EXCERPTED DATA section start
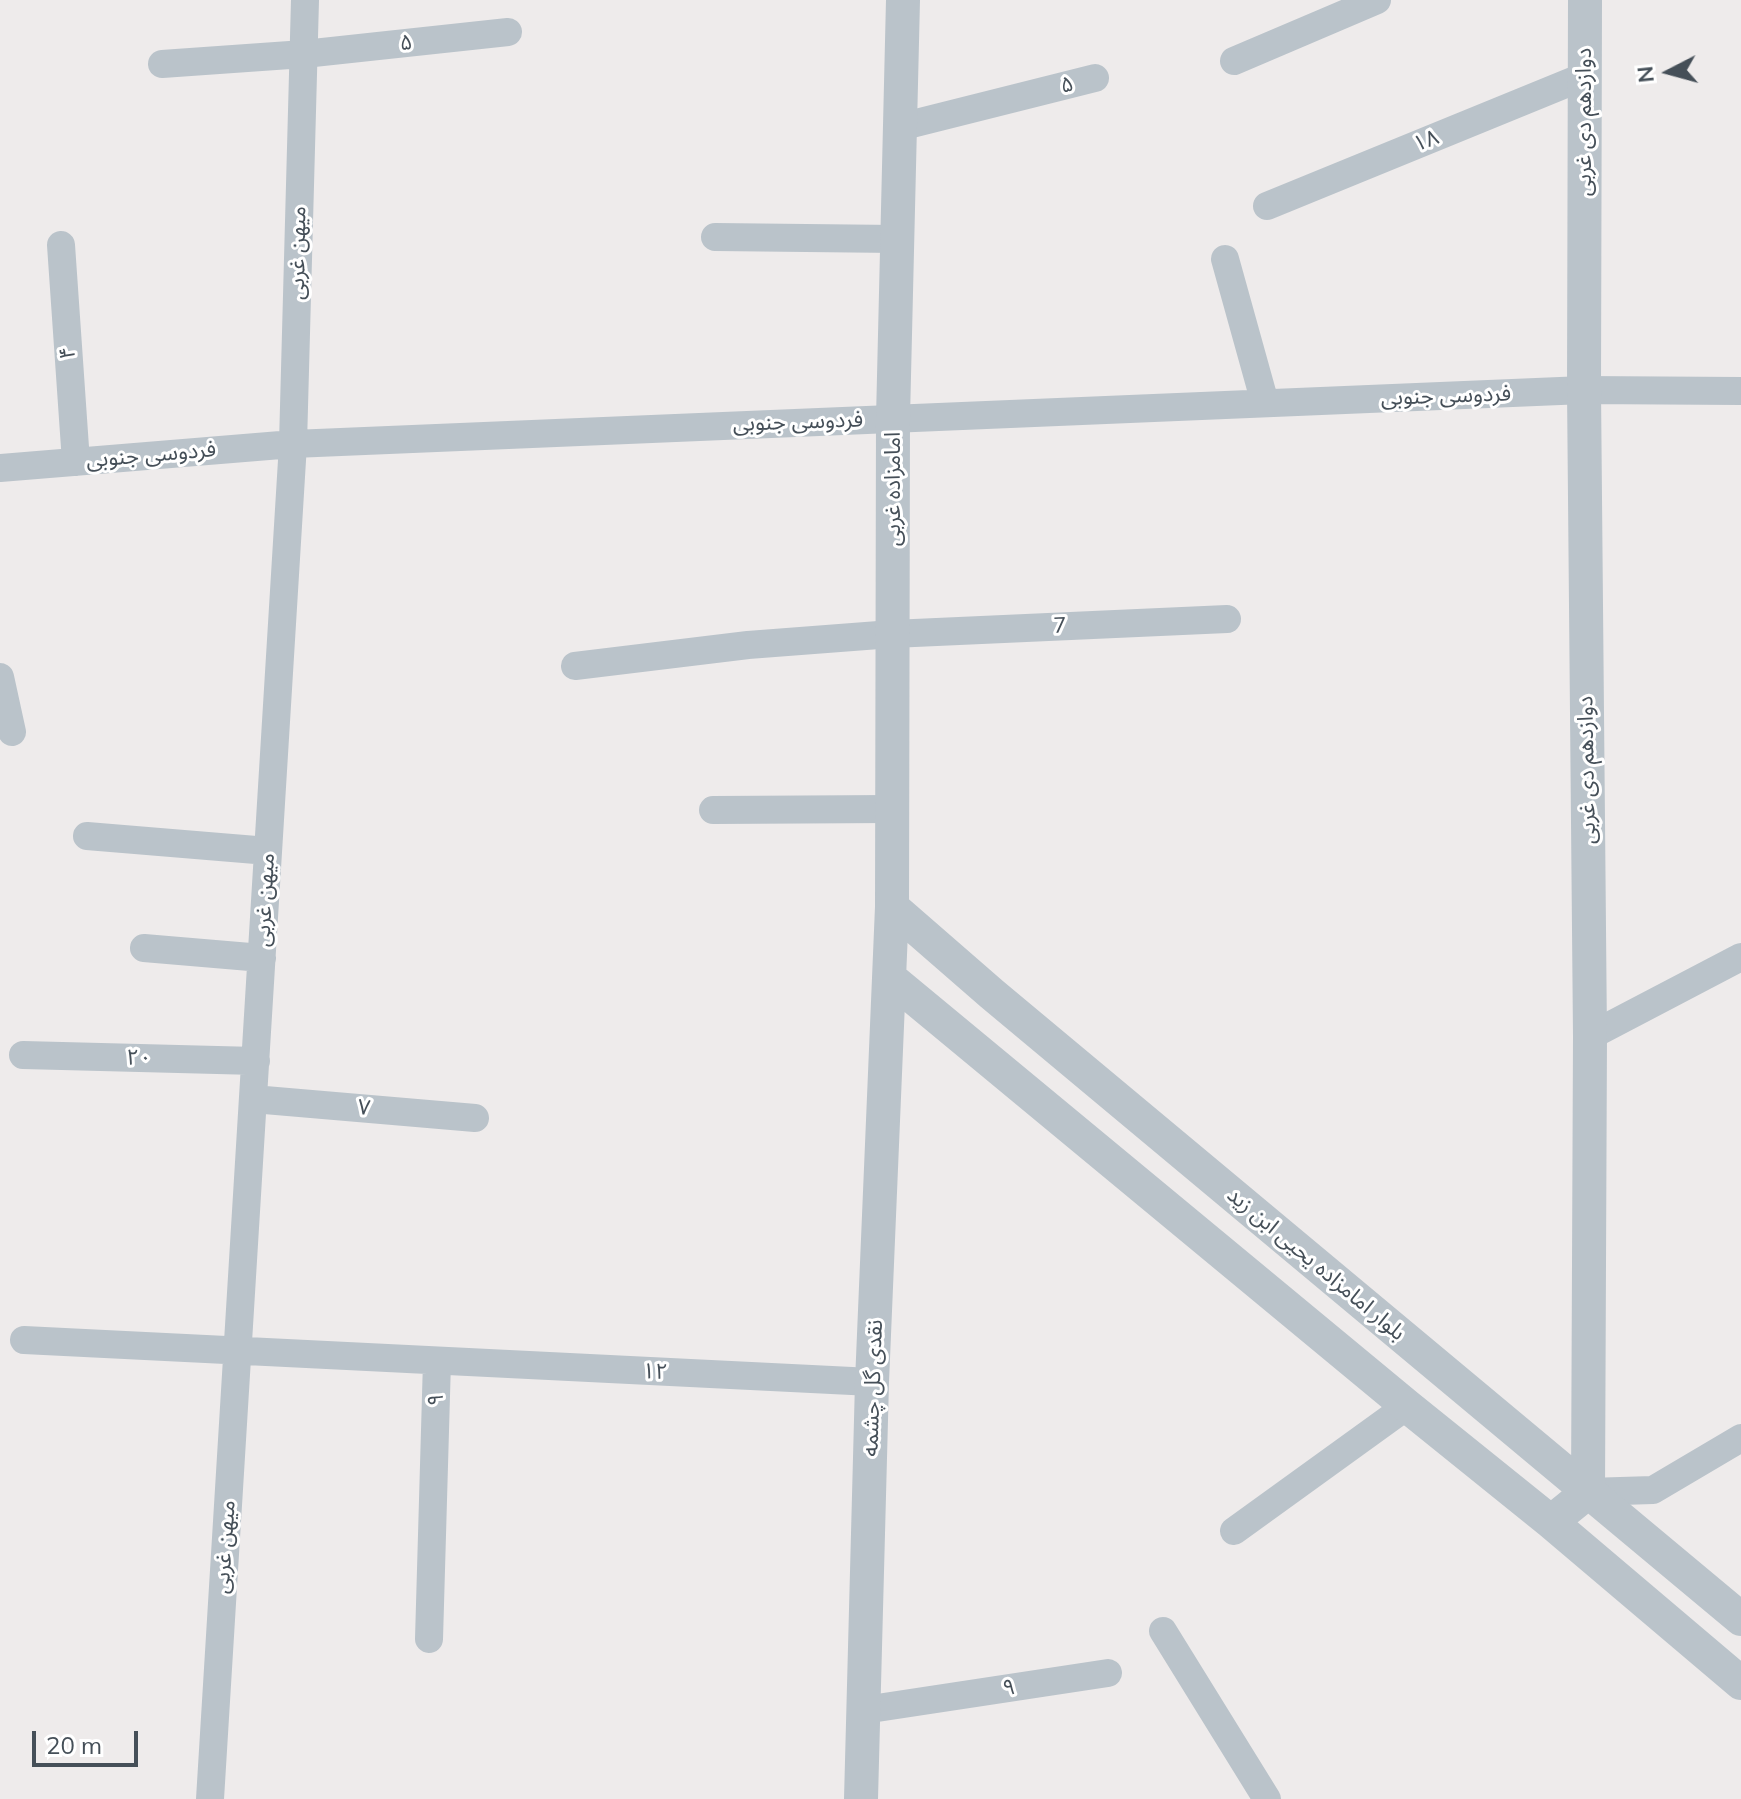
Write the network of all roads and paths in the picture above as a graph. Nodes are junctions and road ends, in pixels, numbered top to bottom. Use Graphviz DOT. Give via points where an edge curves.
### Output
graph roads {
  1 [pos="305,0"];
  2 [pos="903,0"];
  3 [pos="1377,0"];
  4 [pos="1585,0"];
  5 [pos="508,32"];
  6 [pos="304,54"];
  7 [pos="1234,61"];
  8 [pos="162,64"];
  9 [pos="1585,76"];
  10 [pos="1095,78"];
  11 [pos="900,127"];
  12 [pos="1267,206"];
  13 [pos="715,237"];
  14 [pos="897,239"];
  15 [pos="61,245"];
  16 [pos="1225,259"];
  17 [pos="1584,390"];
  18 [pos="1741,391"];
  19 [pos="1265,403"];
  20 [pos="893,418"];
  21 [pos="293,444"];
  22 [pos="76,462"];
  23 [pos="0,468"];
  24 [pos="1227,619"];
  25 [pos="892,634"];
  26 [pos="575,666"];
  27 [pos="0,677"];
  28 [pos="12,732"];
  29 [pos="891,809"];
  30 [pos="713,810"];
  31 [pos="87,836"];
  32 [pos="268,851"];
  33 [pos="892,907"];
  34 [pos="144,948"];
  35 [pos="1741,957"];
  36 [pos="262,958"];
  37 [pos="890,978"];
  38 [pos="1590,1036"];
  39 [pos="23,1055"];
  40 [pos="256,1061"];
  41 [pos="253,1099"];
  42 [pos="475,1118"];
  43 [pos="24,1340"];
  44 [pos="237,1352"];
  45 [pos="437,1361"];
  46 [pos="872,1382"];
  47 [pos="1407,1406"];
  48 [pos="1741,1438"];
  49 [pos="1588,1492"];
  50 [pos="1551,1522"];
  51 [pos="1234,1531"];
  52 [pos="1741,1619"];
  53 [pos="1163,1631"];
  54 [pos="429,1639"];
  55 [pos="1108,1673"];
  56 [pos="1741,1683"];
  57 [pos="864,1710"];
  58 [pos="210,1799"];
  59 [pos="861,1799"];
  60 [pos="1267,1799"];
  1 -- 6 [label="street, میهن غربی"];
  2 -- 11 [label="street, امامزاده غربی"];
  3 -- 7 [label="street"];
  4 -- 9 [label="street, دوازدهم دی غربی"];
  5 -- 6 [label="street, ۵"];
  6 -- 8 [label="street, ۵"];
  6 -- 21 [label="street, میهن غربی"];
  9 -- 12 [label="street, ۱۸"];
  9 -- 17 [label="street, دوازدهم دی غربی"];
  10 -- 11 [label="street, ۵"];
  11 -- 14 [label="street, امامزاده غربی"];
  13 -- 14 [label="street"];
  14 -- 20 [label="street, امامزاده غربی"];
  15 -- 22 [label="street, ۴"];
  16 -- 19 [label="street"];
  17 -- 18 [label="street, فردوسی جنوبی"];
  17 -- 19 [label="street, فردوسی جنوبی"];
  17 -- 38 [label="street, دوازدهم دی غربی"];
  19 -- 20 [label="street, فردوسی جنوبی"];
  20 -- 21 [label="street, فردوسی جنوبی"];
  20 -- 25 [label="street, امامزاده غربی"];
  21 -- 22 [label="street, فردوسی جنوبی"];
  21 -- 32 [label="street, میهن غربی"];
  22 -- 23 [label="street, فردوسی جنوبی"];
  24 -- 25 [label="street, 7"];
  25 -- 26 [label="street, 7"];
  25 -- 29 [label="street, امامزاده غربی"];
  27 -- 28 [label="street"];
  29 -- 30 [label="street"];
  29 -- 33 [label="street, امامزاده غربی"];
  31 -- 32 [label="street"];
  32 -- 36 [label="street, میهن غربی"];
  33 -- 37 [label="street, امامزاده غربی"];
  33 -- 49 [label="street, بلوار امامزاده یحیی ابن زید"];
  34 -- 36 [label="street"];
  35 -- 38 [label="street"];
  36 -- 40 [label="street, میهن غربی"];
  37 -- 46 [label="street, نقدی گل چشمه"];
  37 -- 47 [label="street"];
  38 -- 49 [label="street, دوازدهم دی غربی"];
  39 -- 40 [label="street, ۲۰"];
  40 -- 41 [label="street, میهن غربی"];
  41 -- 42 [label="street, ۷"];
  41 -- 44 [label="street, میهن غربی"];
  43 -- 44 [label="street, ۹"];
  44 -- 45 [label="street, ۹"];
  44 -- 58 [label="street, میهن غربی"];
  45 -- 46 [label="street, ۱۲"];
  45 -- 54 [label="street, ۹"];
  46 -- 57 [label="street, نقدی گل چشمه"];
  47 -- 50 [label="street"];
  47 -- 51 [label="street"];
  48 -- 49 [label="street" via="1653,1490"];
  49 -- 50 [label="street"];
  49 -- 52 [label="street, بلوار امامزاده یحیی ابن زید"];
  50 -- 56 [label="street"];
  53 -- 60 [label="street"];
  55 -- 57 [label="street, ۹"];
  57 -- 59 [label="street, نقدی گل چشمه"];
}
EXCERPTED DATA section end
• TASK TO CARRY OUT
Which of the lines above include the string "جنوبی"? Pick them out and copy them.

• RESULT OF THE TASK
  17 -- 18 [label="street, فردوسی جنوبی"];
  17 -- 19 [label="street, فردوسی جنوبی"];
  19 -- 20 [label="street, فردوسی جنوبی"];
  20 -- 21 [label="street, فردوسی جنوبی"];
  21 -- 22 [label="street, فردوسی جنوبی"];
  22 -- 23 [label="street, فردوسی جنوبی"];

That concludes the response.